3. The heavy load elevator installation platform capable of stretching and retracting steplessly according to claim 1, wherein a telescopic rod is further arranged at the lower beam assembly; lower beam support seats are arranged at two ends of the lower beam assembly; the telescopic rod comprises:

an end screw, one end being connected to a lower beam support seat at the lower beam right C steel, and the other end pointing to the lower beam middle C steel;

a middle screw, connected to one end, deviating from the lower beam right C steel, of the end screw, and a turnbuckle being connected between the middle screw and the end screw;

an end connecting rod, connected to one end, deviating from the end screw, of the middle screw, and being in threaded connection with the middle screw.

4. The heavy load elevator installation platform capable of stretching and retracting steplessly according to claim 3, wherein external screw threads with opposite screw directions are formed in the outer circular surfaces of the ends, that are close to each other, of the end screw and the middle screw; internal screw threads with opposite screw directions are formed in the inner walls of two ends of the turnbuckle.

5. The heavy load elevator installation platform capable of stretching and retracting steplessly according to claim 3, wherein one end, deviating from the end screw, of the middle screw is set as a circular tubular shape; a plurality of holes are formed in the outer circular surface of the circular tubular section; a plurality of holes that can be overlapped with the holes in the middle screw are formed in the outer circular surface of one end, close to the middle screw, of the end connecting rod.

6. The heavy load elevator installation platform capable of stretching and retracting steplessly according to claim 1, wherein a triggering plate is arranged on the lower beam left C steel; a pin hole is formed in the triggering plate; a rotating rod used for fixing the triggering plate is penetrated in the pin hole; the rotating rod rotates around the pin hole at the lower beam left C steel.

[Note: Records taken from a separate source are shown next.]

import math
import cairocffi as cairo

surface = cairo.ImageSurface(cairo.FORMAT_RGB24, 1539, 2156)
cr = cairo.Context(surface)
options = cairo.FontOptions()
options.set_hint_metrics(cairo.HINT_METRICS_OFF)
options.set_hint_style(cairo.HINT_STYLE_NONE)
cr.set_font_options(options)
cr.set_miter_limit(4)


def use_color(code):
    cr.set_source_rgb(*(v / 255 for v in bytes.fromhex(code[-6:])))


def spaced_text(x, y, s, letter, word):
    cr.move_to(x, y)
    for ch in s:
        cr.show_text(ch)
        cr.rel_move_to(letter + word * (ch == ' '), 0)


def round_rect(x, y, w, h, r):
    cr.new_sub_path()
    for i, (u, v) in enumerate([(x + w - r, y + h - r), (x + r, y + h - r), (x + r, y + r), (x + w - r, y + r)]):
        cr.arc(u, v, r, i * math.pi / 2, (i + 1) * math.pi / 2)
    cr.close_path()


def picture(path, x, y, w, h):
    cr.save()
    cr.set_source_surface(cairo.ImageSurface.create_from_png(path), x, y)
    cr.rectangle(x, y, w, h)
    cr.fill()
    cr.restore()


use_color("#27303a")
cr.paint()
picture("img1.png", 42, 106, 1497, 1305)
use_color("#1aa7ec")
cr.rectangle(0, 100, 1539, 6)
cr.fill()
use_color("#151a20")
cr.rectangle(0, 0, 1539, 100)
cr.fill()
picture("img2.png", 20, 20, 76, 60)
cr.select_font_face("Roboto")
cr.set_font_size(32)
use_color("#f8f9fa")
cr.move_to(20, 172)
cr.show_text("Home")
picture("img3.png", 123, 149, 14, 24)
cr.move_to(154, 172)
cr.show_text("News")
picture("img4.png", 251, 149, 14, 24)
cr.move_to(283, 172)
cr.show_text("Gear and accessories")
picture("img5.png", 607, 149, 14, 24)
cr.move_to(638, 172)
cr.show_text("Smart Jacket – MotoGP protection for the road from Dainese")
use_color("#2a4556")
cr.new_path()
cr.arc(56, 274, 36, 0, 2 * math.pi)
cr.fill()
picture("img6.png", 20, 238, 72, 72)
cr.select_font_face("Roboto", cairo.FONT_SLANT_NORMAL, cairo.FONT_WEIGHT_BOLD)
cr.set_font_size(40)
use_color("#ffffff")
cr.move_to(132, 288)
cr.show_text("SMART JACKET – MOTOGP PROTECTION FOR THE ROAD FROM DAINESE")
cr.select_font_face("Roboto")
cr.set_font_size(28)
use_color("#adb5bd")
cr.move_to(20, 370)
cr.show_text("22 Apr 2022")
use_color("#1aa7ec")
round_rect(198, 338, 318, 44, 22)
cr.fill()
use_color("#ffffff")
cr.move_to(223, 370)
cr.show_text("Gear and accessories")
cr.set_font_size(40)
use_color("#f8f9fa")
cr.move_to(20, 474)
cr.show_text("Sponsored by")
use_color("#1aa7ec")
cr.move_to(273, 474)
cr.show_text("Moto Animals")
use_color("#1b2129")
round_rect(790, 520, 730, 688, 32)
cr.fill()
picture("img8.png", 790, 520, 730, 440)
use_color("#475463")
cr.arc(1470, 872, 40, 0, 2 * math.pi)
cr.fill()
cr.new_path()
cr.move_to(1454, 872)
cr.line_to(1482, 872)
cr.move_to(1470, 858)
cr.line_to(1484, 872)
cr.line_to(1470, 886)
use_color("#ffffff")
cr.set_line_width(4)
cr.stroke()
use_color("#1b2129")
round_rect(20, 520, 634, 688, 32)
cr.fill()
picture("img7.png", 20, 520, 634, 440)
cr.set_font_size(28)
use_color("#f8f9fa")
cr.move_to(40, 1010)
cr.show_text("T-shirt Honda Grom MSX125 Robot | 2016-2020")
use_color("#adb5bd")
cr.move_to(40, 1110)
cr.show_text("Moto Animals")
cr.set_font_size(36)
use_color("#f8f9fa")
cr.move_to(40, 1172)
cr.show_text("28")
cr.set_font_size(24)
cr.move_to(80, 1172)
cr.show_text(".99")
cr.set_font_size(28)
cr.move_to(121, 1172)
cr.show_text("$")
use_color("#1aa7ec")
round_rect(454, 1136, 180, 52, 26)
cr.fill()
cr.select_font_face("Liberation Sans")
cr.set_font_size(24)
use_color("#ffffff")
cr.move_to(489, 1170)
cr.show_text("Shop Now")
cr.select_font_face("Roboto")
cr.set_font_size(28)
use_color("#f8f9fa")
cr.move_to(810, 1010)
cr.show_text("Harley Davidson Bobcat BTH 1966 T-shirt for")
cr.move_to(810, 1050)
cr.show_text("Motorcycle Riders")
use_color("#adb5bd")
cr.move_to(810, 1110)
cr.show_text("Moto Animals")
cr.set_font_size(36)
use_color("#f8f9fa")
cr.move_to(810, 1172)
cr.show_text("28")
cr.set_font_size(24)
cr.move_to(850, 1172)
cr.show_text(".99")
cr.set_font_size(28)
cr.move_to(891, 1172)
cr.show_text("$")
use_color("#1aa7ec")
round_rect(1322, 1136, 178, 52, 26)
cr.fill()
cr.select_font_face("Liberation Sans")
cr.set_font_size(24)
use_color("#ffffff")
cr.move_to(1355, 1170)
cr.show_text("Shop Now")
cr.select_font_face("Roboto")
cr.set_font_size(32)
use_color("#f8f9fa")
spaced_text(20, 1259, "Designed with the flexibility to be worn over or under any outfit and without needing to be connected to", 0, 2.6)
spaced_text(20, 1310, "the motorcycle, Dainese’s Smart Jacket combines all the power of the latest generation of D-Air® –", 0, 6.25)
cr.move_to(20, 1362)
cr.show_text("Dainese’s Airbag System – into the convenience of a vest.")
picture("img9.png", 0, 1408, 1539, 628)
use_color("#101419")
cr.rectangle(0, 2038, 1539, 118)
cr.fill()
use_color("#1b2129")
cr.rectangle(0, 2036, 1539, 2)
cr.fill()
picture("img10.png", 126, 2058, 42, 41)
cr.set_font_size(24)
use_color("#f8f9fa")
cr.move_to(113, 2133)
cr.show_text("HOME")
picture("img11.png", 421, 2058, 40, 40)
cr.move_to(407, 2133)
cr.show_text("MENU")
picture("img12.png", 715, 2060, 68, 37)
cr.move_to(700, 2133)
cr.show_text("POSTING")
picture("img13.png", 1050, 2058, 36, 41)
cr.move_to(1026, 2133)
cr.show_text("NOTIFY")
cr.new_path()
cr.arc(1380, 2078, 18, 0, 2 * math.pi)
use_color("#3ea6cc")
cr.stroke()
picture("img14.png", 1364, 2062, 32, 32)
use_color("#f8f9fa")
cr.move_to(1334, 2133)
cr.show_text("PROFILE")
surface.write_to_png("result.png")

7. The heavy load elevator installation platform capable of stretching and retracting steplessly according to claim 6, wherein a load-bearing bottom frame consists of a plurality of profiles with grooves and bumps that are engaged with each other, and comprises skirting boards and transverse connecting rods that are arranged perpendicular to each other; the transverse connecting rods are located at the bottom surface of the load-bearing bottom frame; the skirting boards surround the periphery of the load-bearing bottom frame.

8. The heavy load elevator installation platform capable of stretching and retracting steplessly according to claim 7, wherein the skirting boards comprise first skirting boards and second skirting boards that are engaged with each other; the first skirting boards are located on the periphery of the load-bearing bottom frame; the first skirting boards and the second skirting boards are connected end to end in pairs; each second skirting board is located at the middle section position of the corresponding first skirting board; the first skirting boards perform sliding movement along the axial direction of the second skirting boards.

9. The heavy load elevator installation platform capable of stretching and retracting steplessly according to claim 7, wherein the two transverse connecting rods are embedded and engaged with each other to form a pair of telescopic cross beams with an upper surface and a lower surface overlapped with each other; the two transverse connecting rods perform relative sliding movement along the axes of each other.

10. The elevator installation platform according to claim 1, further comprising a vertical beam located at the outer side wall of the elevator platform, wherein a plurality of circular holes that are symmetrically distributed along the middle surface of the vertical beam and are used for installing side rollers are formed in the vertical beam; the difference between the spacing of the circular holes and the diameter of the side rollers is wider than the width of an elevator guide rail outside.